How to create a test database: Pytest + pytest-postgresql + SQLAlchemy
We need to interactively test our code in the development cycle and don’t want to accidentally wipe out a production database. Here a test database comes to the rescue. This article walks you through the basics step by step.
A few words about SQLAlchemy
If you use python and need to insert data into databases, this is a great library to make your life easy. For example, when you write data to different tables with foreign key relationships, you need to make sure the sequence of SQL statements is right. Using SQLAlchemy, the library will handle it for you.
Two approaches
There are two ways of creating a test database. You can either build it in:
- A docker image.
- A local virtual environment.
For the first option, here is a great example. This post will focus on the second approach.
Steps by Steps (Examples based on Mac)
- Dependency requirements. First, make sure you install
PostgreSQL
usingbrew install postgresql
. Thepytest-postgresql
library requires PostgreSQL versions >= 10. - Now install all the other dependencies. Here I am using poetry to manage the virtual environment. If you deploy the code to production, you need to build
psycopg2
from source. The binary file is only for test and development as recommend by the library.
[tool.poetry.dependencies]
python = "^3.8"
pytest = "^7.1.3"
pytest-postgresql = "^4.1.1"
psycopg = "^3.1.3"
SQLAlchemy = "^1.4.42"
black = "^22.10.0"
isort = "^5.10.1"
psycopg2-binary = "^2.9.3"
3. Once you set up the virtual environment, now we can create some code. Here is the code structure.
my_postgresql/
pyproject.toml
poetry.lock
my_module/
__init__.py
sql_schema.py
tests/
__init__.py
test_sql_schema.py
4. Let’s define the schema in the sql_schema.py
module. Here we have a simple person class that represents a table in the database.
from sqlalchemy import INTEGER, Column
from sqlalchemy.ext.declarative import declarative_base
from sqlalchemy.types import VARCHAR
Base = declarative_base()
class Person(Base):
__tablename__ = "person"
ID = Column("id", INTEGER, primary_key=True)
Name = Column("name", VARCHAR(20), nullable=False)
def __repr__(self):
return "<Person(Name='%s')>" % (self.Name)

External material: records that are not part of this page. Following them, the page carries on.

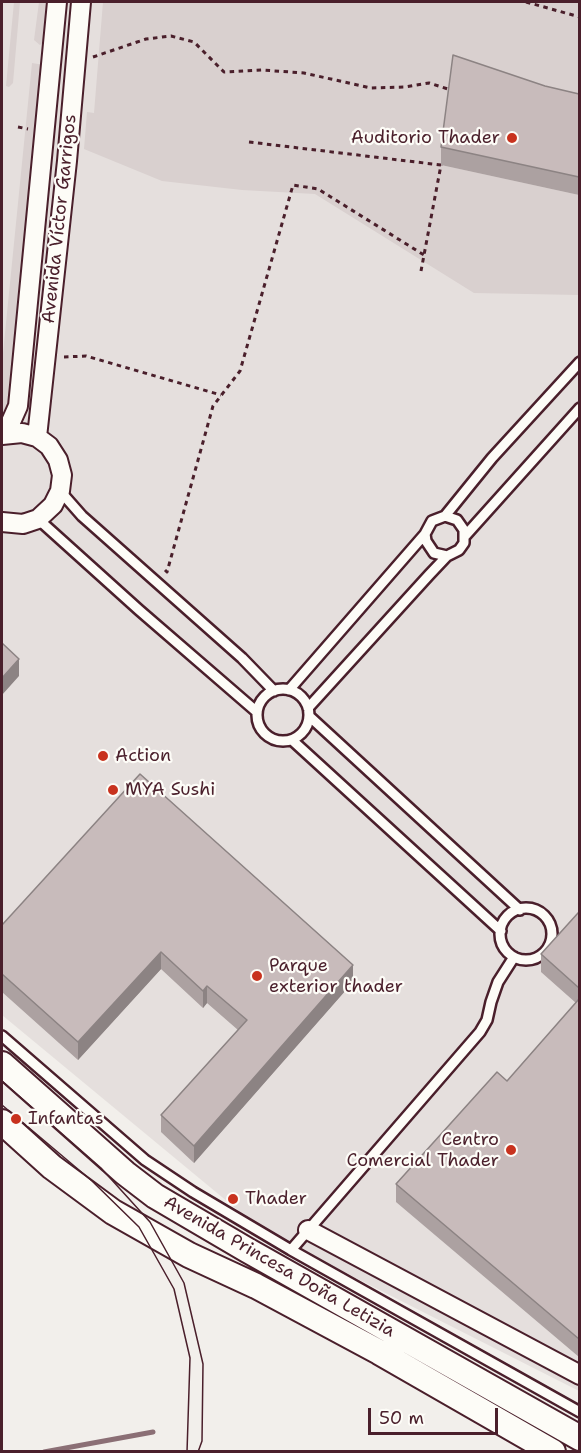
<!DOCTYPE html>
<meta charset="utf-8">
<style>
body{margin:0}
#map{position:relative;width:581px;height:1453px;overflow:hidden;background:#f2efeb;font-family:"Shantell Sans",sans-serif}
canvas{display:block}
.frame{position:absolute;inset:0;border:3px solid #4a1f2b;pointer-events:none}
.scale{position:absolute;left:368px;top:1408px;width:130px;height:27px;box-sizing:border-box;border:3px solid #4a1f2b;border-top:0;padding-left:8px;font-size:18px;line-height:21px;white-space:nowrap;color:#4a1f2b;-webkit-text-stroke:4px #fdfcf7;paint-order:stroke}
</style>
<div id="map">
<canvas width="581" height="1453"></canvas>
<div class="frame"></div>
<div class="scale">50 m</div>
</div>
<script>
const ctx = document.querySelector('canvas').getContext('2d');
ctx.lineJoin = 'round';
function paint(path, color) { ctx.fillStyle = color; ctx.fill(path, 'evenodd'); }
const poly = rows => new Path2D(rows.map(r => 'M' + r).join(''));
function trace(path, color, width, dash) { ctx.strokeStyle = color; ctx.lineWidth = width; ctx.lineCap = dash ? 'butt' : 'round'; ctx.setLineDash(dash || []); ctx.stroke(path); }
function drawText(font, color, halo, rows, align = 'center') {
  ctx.font = font + ' "Shantell Sans",sans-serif'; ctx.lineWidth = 4.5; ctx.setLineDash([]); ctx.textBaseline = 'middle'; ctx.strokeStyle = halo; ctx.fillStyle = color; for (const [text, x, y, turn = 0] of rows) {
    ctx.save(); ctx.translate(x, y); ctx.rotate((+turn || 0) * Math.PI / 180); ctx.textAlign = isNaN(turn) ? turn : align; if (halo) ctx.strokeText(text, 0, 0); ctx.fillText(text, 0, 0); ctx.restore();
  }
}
paint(poly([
 [2,2,579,2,579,1391,263,1231,2,1015]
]), '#e5dfdd');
paint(poly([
 [14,2,20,2,13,83,9,87,6,86],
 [39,2,50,2,46,40,40,45,34,40],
 [103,2,579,2,579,112,441,165,579,195,579,295,474,293,315,194,242,190,162,181,84,149,87,112,94,113],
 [32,63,44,65,10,412,2,430,2,363]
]), '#d9d0cf');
trace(poly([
 [44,1452,153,1432]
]), '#8b6f75', 5);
const service = poly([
 [60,491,82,516,242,658,274,691],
 [445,516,492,458,580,362],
 [38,519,139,610,257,712],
 [465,536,580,408],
 '257 715a26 26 0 1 1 52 0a26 26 0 1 1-52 0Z',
 [289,690,425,534],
 [308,708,429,575,447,556,459,550,464,543,464,530,457,520,445,516,432,521,425,534,426,541,434,553,447,556],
 [309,716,520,910],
 [292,740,501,931],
 '500 934a26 26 0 1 1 52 0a26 26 0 1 1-52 0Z',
 [2,1036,145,1160,193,1192,291,1250,580,1412],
 [291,1250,480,1032,487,1020,491,1002,498,982,514,957]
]);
const minor = poly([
 [6,433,18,406,57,2],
 [2,435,22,433,37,437,49,446,58,460,62,475,60,491,53,505,38,519,23,524,2,522],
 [37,437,67,161,81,2],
 [308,1230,580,1375]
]);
const tertiary = poly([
 [2,1064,125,1173,155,1196,247,1250,580,1438],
 [2,1122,52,1167,113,1212,189,1255,256,1286,379,1352,553,1452]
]);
trace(service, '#4a1f2b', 14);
trace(minor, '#4a1f2b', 22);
trace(tertiary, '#4a1f2b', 28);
trace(poly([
 [526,2,580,17],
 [93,57,146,39,171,36,194,42,224,72,262,70,304,73,371,88,405,87,429,83,451,90],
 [18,127,28,129],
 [249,142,441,165,421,271],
 [64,357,86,356,221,395],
 [165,570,167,572,213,406,240,371,293,185,318,189,424,255]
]), '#4a1f2b', 3, [4.5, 4.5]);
trace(service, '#fdfcf7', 9);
trace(minor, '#fdfcf7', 18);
trace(tertiary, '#fdfcf7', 24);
trace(poly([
 [2,1081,101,1168,150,1222,184,1283,203,1364,202,1441,198,1452],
 [2,1105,92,1181,139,1227,174,1289,190,1358,187,1452]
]), '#4a1f2b', 1.5);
paint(poly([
 [545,86,579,94,579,195,441,165,441,147],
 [579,914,579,1357,396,1202,396,1184,507,1081,576,1003,541,972,541,954],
 [2,925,353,982,194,1163,161,1132,161,1115,238,1030,207,1003,203,1008,161,969,78,1060,2,992]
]), '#aca1a1');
paint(poly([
 [19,659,19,676,2,695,2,678],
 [161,952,161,969,78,1060,78,1042],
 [353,965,353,982,194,1163,194,1146],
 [207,986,207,1003,203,1008,203,991]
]), '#8c8383');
const building = poly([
 [453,55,545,86,579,94,579,177,441,147,453,55],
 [2,643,19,659,2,678,2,643],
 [140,774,353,965,194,1146,161,1115,247,1020,207,986,203,991,161,952,78,1042,2,974,2,925,140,774],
 [578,913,579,914,579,988,541,954,578,913],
 [579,999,579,1339,396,1184,497,1072,507,1081,579,999]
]);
paint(building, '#c8bbbb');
trace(building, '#8c8383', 1.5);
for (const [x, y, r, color] of [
 [512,138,6,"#c8321e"],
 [103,756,6,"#c8321e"],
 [113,790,6,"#c8321e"],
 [257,976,6,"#c8321e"],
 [16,1119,6,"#c8321e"],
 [511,1150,6,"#c8321e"],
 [233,1199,6,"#c8321e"]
]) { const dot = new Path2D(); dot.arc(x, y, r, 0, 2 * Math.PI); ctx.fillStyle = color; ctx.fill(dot); trace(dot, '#fdfcf7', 2); }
drawText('18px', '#4a1f2b', '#fdfcf7', [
 ["Auditorio Thader",500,138,"right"],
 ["Action",115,756],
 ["MYA Sushi",125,790],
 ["Parque",269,966],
 ["exterior thader",269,987],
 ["Infantas",28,1119],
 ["Centro",499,1140,"right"],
 ["Comercial Thader",499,1161,"right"],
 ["Thader",245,1199]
], 'left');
drawText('18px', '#4a1f2b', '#fdfcf7', [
 ["Avenida Víctor Garrigos",60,219,-84],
 ["Avenida Princesa Doña Letizia",279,1267,30]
]);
</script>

5. Next, we can create a test file named test_sql_schema.py
. Since Halloween is around the corner, let’s generated some test data using the three witches’ names from HocusPocus.
import logging
import pytest
from pytest_postgresql import factories
from pytest_postgresql.janitor import DatabaseJanitor
from sqlalchemy import create_engine, select
from sqlalchemy.orm.session import sessionmaker
from my_module import sql_schema
logging.basicConfig()
logger = logging.getLogger()
logger.setLevel(logging.DEBUG)
test_db = factories.postgresql_proc(port=None, dbname="test_db")

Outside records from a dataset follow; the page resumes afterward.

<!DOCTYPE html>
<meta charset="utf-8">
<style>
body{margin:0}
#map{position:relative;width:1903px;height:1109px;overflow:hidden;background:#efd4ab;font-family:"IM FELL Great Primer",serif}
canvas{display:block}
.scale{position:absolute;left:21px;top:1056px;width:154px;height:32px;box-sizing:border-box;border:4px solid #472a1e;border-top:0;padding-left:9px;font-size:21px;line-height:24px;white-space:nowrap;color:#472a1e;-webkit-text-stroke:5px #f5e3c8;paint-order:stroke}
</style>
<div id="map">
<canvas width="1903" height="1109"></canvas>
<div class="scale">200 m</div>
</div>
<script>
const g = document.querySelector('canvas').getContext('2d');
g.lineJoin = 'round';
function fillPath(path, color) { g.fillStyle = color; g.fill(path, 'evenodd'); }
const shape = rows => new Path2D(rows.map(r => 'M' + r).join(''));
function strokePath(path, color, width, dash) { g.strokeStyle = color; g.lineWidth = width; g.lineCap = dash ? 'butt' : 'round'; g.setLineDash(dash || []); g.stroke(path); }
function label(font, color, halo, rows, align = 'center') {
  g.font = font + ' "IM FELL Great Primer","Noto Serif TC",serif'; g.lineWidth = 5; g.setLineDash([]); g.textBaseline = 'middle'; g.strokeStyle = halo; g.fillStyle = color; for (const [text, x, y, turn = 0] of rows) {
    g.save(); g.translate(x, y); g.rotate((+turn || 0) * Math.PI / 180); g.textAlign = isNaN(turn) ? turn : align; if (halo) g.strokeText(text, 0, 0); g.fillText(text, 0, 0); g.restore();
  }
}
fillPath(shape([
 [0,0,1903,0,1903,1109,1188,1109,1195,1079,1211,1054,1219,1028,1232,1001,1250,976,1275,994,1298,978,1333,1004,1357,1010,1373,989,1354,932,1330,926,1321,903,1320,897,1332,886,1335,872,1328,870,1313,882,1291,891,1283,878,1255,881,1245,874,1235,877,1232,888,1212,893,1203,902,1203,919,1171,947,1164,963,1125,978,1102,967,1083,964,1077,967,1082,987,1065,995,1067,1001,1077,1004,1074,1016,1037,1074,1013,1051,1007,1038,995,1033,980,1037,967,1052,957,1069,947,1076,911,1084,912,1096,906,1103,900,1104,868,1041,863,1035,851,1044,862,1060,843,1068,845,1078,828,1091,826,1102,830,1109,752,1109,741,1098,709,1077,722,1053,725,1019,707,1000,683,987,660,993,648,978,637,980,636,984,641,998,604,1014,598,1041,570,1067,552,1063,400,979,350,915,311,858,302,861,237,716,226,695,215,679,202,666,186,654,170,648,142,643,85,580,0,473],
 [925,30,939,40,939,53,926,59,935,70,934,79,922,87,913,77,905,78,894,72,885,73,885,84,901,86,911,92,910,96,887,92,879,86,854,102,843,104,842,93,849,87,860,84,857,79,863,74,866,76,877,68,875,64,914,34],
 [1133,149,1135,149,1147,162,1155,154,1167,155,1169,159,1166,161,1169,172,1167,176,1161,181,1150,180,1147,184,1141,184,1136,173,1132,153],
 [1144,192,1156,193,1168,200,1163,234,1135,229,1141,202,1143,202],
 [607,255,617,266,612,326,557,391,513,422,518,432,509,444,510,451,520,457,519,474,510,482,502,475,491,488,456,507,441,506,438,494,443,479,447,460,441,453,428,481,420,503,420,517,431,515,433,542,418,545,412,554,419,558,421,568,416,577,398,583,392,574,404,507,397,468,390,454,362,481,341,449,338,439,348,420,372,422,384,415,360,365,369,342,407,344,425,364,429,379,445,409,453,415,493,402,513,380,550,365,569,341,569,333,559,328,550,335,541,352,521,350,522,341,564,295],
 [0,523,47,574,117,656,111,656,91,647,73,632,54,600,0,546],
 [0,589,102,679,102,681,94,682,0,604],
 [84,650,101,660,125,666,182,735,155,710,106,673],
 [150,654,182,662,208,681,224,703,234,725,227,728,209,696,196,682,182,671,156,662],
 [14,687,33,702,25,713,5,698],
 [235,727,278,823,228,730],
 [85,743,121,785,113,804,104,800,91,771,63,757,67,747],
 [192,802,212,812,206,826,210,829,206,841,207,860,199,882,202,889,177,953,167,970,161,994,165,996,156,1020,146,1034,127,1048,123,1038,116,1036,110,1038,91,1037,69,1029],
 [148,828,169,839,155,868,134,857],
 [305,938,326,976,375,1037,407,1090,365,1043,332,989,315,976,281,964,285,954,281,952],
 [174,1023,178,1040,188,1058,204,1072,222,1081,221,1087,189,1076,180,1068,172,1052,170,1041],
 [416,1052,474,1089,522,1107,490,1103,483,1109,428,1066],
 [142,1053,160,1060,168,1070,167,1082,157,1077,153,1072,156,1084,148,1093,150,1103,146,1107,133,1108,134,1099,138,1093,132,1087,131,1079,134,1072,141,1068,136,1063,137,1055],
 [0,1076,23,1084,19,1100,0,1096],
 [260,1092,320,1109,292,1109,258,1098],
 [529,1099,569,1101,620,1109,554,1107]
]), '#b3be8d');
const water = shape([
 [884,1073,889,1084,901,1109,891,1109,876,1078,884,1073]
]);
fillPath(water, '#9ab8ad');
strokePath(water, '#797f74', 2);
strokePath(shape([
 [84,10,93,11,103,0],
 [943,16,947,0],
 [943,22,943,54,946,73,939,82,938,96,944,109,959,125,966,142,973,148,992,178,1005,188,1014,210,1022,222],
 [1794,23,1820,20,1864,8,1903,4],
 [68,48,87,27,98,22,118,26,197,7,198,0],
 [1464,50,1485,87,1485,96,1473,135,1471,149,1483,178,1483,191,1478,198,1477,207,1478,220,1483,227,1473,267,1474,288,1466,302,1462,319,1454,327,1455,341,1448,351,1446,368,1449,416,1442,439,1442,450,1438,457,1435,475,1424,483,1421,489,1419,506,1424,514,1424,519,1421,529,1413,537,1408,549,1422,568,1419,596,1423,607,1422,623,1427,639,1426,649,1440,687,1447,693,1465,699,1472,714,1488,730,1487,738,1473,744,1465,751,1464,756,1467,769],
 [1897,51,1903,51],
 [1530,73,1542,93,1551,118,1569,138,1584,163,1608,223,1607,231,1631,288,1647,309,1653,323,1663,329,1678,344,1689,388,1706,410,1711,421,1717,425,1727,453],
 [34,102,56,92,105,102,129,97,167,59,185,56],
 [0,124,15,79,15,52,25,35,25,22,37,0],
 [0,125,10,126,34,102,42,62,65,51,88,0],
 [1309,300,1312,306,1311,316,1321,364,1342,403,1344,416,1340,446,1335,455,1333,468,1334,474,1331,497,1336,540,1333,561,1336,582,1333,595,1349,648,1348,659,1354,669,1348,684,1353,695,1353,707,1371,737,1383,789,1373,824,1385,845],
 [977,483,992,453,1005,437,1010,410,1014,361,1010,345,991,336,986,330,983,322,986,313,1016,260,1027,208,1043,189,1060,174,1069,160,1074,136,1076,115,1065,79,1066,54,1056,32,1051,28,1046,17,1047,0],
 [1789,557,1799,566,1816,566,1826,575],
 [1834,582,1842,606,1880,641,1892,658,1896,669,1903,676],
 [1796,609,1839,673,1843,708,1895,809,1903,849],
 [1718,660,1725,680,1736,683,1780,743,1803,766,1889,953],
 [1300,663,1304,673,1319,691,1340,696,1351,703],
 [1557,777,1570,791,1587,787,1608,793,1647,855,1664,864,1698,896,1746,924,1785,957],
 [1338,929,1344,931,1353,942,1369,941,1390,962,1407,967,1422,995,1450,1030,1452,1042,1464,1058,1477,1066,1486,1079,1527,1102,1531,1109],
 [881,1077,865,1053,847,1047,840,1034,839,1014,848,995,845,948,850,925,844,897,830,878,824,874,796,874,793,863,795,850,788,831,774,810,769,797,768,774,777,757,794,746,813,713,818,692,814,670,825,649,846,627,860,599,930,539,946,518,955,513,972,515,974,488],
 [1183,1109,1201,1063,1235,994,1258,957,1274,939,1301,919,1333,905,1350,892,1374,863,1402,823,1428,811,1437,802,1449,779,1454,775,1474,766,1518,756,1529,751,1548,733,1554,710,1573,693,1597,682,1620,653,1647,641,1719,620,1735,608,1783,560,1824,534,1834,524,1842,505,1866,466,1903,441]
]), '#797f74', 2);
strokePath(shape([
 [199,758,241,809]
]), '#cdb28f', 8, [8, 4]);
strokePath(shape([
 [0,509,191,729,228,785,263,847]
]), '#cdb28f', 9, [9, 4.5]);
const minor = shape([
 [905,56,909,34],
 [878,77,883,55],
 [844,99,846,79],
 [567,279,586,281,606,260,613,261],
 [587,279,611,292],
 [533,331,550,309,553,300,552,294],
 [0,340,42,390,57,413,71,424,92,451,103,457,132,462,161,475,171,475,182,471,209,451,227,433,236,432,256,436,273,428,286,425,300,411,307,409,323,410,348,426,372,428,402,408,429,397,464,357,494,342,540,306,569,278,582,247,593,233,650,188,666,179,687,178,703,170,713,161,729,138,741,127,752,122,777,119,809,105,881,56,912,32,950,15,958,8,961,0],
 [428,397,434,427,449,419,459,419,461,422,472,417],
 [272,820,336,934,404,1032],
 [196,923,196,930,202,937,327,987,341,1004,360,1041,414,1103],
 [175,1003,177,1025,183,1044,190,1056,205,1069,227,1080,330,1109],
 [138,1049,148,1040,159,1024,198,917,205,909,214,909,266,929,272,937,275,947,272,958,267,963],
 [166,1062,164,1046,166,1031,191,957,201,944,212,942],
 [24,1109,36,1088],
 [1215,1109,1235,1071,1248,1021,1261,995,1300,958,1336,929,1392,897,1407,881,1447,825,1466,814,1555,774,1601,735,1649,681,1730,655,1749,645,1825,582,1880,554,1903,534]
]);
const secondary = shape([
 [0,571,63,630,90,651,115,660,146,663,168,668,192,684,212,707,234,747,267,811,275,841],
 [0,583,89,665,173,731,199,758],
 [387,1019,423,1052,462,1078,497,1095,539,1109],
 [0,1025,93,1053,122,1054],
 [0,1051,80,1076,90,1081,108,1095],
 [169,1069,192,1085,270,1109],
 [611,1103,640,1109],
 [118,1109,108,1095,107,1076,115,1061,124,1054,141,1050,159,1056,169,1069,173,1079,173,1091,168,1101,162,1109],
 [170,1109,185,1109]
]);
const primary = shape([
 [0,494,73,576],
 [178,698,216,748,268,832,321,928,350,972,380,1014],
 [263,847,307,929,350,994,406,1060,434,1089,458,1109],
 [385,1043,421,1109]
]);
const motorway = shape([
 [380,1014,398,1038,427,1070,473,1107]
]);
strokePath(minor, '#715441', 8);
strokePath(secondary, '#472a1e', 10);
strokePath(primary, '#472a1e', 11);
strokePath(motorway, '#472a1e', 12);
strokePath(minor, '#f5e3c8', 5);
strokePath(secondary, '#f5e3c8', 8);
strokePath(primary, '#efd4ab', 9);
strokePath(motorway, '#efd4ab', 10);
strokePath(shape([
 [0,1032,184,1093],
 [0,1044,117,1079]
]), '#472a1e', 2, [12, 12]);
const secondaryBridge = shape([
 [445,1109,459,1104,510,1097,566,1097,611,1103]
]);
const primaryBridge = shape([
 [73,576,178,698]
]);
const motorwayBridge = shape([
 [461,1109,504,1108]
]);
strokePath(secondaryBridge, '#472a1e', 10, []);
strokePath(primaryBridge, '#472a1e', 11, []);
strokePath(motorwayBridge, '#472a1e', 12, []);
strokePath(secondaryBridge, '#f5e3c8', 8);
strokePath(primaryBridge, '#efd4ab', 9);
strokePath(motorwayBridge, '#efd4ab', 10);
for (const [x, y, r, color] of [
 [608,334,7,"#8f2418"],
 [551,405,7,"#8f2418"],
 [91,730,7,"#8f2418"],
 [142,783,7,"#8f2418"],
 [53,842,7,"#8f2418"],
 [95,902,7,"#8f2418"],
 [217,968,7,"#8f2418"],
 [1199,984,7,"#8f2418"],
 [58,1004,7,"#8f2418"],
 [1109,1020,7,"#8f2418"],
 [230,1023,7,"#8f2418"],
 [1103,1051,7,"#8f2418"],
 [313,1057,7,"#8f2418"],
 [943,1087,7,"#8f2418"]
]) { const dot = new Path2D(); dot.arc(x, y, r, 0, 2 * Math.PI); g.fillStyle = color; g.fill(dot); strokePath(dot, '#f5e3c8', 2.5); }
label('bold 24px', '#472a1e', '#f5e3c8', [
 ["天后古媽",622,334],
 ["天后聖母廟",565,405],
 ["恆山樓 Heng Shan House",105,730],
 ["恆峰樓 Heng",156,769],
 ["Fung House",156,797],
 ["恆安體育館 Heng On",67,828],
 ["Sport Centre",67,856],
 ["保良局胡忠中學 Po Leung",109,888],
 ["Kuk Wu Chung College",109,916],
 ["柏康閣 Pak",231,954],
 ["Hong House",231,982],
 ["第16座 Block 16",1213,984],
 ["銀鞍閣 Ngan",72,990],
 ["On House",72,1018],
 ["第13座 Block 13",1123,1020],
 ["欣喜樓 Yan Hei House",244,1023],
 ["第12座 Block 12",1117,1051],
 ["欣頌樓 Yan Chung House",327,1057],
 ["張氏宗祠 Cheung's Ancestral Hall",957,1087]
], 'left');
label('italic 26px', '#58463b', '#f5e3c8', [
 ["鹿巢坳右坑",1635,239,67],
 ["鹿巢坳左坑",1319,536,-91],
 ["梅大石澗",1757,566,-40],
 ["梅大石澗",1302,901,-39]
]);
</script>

@pytest.fixture(scope="session")
def db_session(test_db):
"""Session for SQLAlchemy."""
pg_host = test_db.host
pg_port = test_db.port
pg_user = test_db.user
pg_password = test_db.password
pg_db = test_db.dbname
with DatabaseJanitor(
pg_user, pg_host, pg_port, pg_db, test_db.version, pg_password
):
connection_str = f"postgresql+psycopg2://{pg_user}:@{pg_host}:{pg_port}/{pg_db}"
engine = create_engine(connection_str)
with engine.connect() as con:
sql_schema.Base.metadata.create_all(con)
logger.info("yielding a sessionmaker against the test postgres db.")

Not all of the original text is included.